Use the gexec convenient command in psql. For example, we create a partitioned table,

create table tbl (id int, info text, ts timestamp) partition by hash (id);

and then we create N corresponding partitions.

select format('create table tbl_%s PARTITION OF tbl FOR VALUES WITH (MODULUS %s, REMAINDER %s);', i, 4, i) from generate_series(0,3) i;  
  
                                    format                                       
-------------------------------------------------------------------------------  
create table tbl_0 PARTITION OF tbl FOR VALUES WITH (MODULUS 4, REMAINDER 0);  
create table tbl_1 PARTITION OF tbl FOR VALUES WITH (MODULUS 4, REMAINDER 1);  
create table tbl_2 PARTITION OF tbl FOR VALUES WITH (MODULUS 4, REMAINDER 2);  
create table tbl_3 PARTITION OF tbl FOR VALUES WITH (MODULUS 4, REMAINDER 3);  
(4 rows)

Call the gexec command in psql to execute the result of the previous command as SQL.

\gexec  
  
postgres=# \gexec  
CREATE TABLE  
CREATE TABLE  
CREATE TABLE  
CREATE TABLE

The partition is created.

postgres=# \d+ tbl  
                                               Partitioned table "public.tbl"  
 Column |            Type             | Collation | Nullable | Default | Storage  | Compression | Stats target | Description   
--------+-----------------------------+-----------+----------+---------+----------+-------------+--------------+-------------  
 id     | integer                     |           |          |         | plain    |             |              |   
 info   | text                        |           |          |         | extended |             |              |   
 ts     | timestamp without time zone |           |          |         | plain    |             |              |   
Partition key: HASH (id)  
Partitions: tbl_0 FOR VALUES WITH (modulus 4, remainder 0),  
            tbl_1 FOR VALUES WITH (modulus 4, remainder 1),  
            tbl_2 FOR VALUES WITH (modulus 4, remainder 2),  
            tbl_3 FOR VALUES WITH (modulus 4, remainder 3)

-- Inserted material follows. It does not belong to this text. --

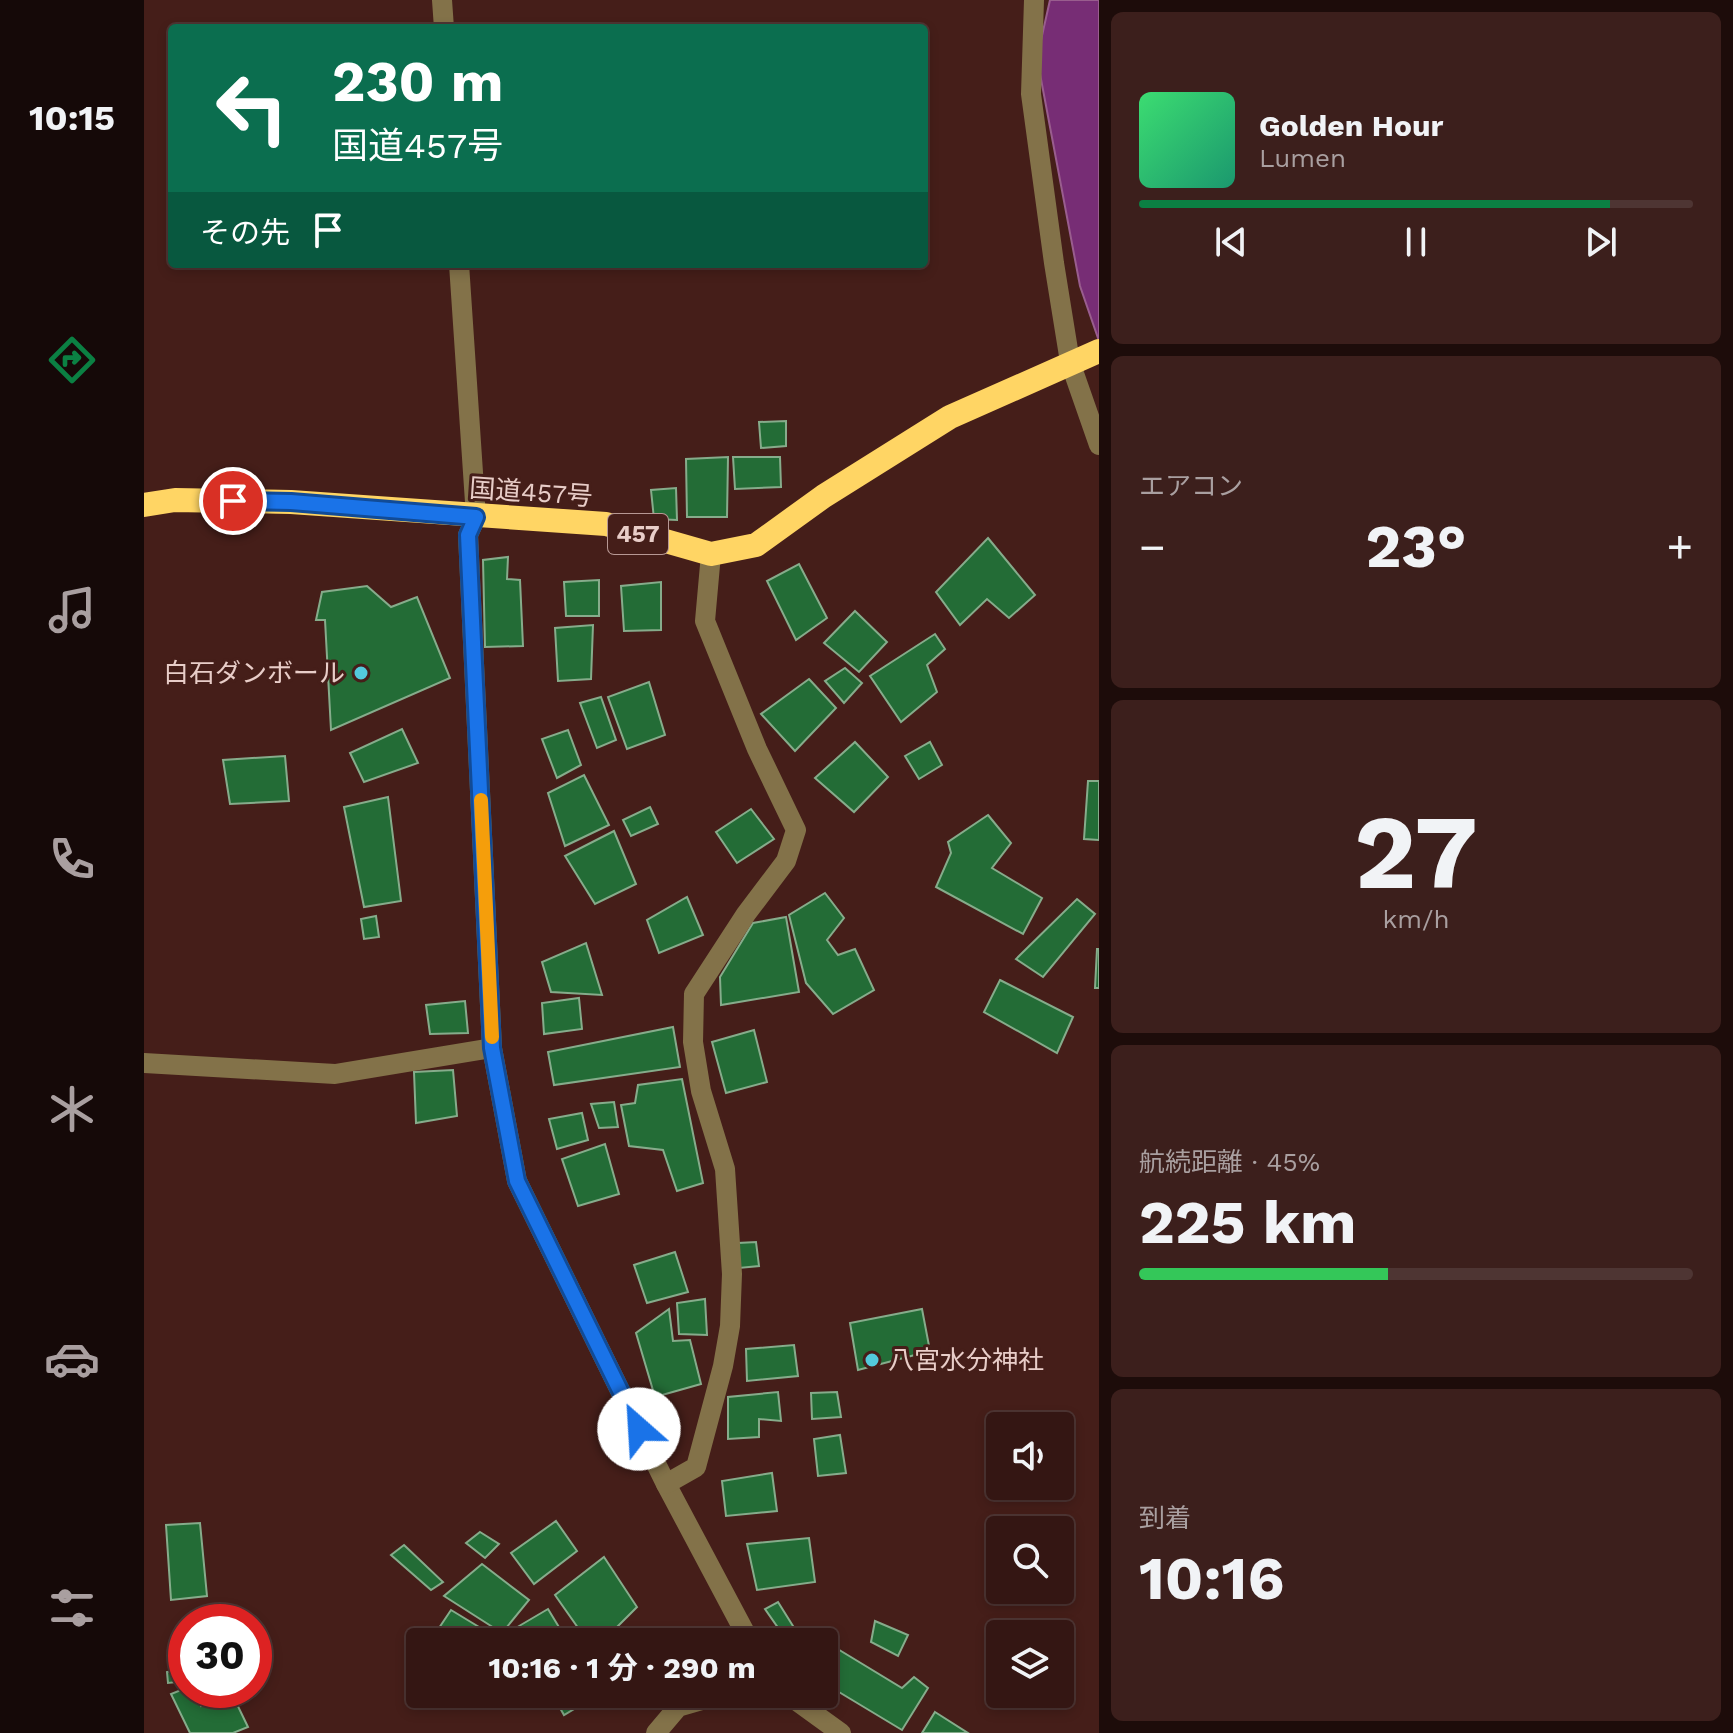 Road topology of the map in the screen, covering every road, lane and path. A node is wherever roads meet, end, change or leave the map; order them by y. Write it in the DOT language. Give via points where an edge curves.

For information on using gexec, refer to the man psql.

\gexec  
    Sends the current query buffer to the server, then treats each column of each row of the query's output (if any) as an SQL statement to be executed. For example, to create an index on  
    each column of my_table:  
  
        => SELECT format('create index on my_table(%I)', attname)  
        -> FROM pg_attribute  
        -> WHERE attrelid = 'my_table'::regclass AND attnum > 0  
        -> ORDER BY attnum  
        -> \gexec  
        CREATE INDEX  
        CREATE INDEX  
        CREATE INDEX  
        CREATE INDEX  
  
    The generated queries are executed in the order in which the rows are returned, and left-to-right within each row if there is more than one column. NULL fields are ignored. The  
    generated queries are sent literally to the server for processing, so they cannot be psql meta-commands nor contain psql variable references. If any individual query fails, execution of  
    the remaining queries continues unless ON_ERROR_STOP is set. Execution of each query is subject to ECHO processing. (Setting ECHO to all or queries is often advisable when using  
    \gexec.) Query logging, single-step mode, timing, and other query execution features apply to each generated query as well.  
  
If the current query buffer is empty, the most recently sent query is re-executed instead.

Method 2

Use dynamic SQL.

drop table tbl;  
  
do language plpgsql $$  
declare  
  p int := 4;  
begin  
  execute 'create table tbl (id int, info text, ts timestamp) partition by hash (id);';
  for i in 0 .. (p-1)   
  loop  
    execute format('create table tbl_%s PARTITION OF tbl FOR VALUES WITH (MODULUS %s, REMAINDER %s);', i, p, i);  
  end loop;  
end;  
$$;

The partition is created.

postgres=# \d+ tbl  
                                               Partitioned table "public.tbl"  
Column |            Type             | Collation | Nullable | Default | Storage  | Compression | Stats target | Description   
--------+-----------------------------+-----------+----------+---------+----------+-------------+--------------+-------------  
 id     | integer                     |           |          |         | plain    |             |              |   
 info   | text                        |           |          |         | extended |             |              |   
 ts     | timestamp without time zone |           |          |         | plain    |             |              |   
Partition key: HASH (id)  
Partitions: tbl_0 FOR VALUES WITH (modulus 4, remainder 0),  
            tbl_1 FOR VALUES WITH (modulus 4, remainder 1),  
            tbl_2 FOR VALUES WITH (modulus 4, remainder 2),  
            tbl_3 FOR VALUES WITH (modulus 4, remainder 3)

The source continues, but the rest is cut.